#### THE TASK
Look through the listing below and give the number of lines that hold "Faelli". Say nothing more.

#### DATA TO USE

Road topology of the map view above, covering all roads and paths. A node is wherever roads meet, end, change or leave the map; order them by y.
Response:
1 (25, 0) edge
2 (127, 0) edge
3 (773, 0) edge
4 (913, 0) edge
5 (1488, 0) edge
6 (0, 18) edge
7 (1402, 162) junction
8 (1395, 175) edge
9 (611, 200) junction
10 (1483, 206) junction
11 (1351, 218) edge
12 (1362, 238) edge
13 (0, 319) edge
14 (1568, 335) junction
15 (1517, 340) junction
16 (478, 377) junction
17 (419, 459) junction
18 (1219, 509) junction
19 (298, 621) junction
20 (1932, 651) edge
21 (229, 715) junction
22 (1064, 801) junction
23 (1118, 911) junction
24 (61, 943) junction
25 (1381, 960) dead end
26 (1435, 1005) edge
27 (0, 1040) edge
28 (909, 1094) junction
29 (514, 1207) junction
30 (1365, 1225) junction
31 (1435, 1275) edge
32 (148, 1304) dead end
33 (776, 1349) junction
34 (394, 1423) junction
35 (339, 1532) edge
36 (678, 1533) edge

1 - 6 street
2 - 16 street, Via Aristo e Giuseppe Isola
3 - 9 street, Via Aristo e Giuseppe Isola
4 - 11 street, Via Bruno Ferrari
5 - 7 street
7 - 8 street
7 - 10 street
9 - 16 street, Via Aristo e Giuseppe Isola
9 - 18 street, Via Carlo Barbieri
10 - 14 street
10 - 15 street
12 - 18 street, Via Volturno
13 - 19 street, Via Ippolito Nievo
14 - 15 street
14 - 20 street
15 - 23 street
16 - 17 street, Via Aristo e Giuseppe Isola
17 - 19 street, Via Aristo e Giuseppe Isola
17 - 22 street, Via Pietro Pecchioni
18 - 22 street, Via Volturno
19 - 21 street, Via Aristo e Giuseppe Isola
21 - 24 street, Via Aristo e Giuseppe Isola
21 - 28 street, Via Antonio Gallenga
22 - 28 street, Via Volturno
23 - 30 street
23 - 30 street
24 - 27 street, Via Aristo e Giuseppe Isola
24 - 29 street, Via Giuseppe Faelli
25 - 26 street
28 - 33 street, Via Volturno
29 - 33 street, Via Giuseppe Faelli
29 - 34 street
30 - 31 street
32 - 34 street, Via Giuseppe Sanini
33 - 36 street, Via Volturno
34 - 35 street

#### YOUR RESPONSE
2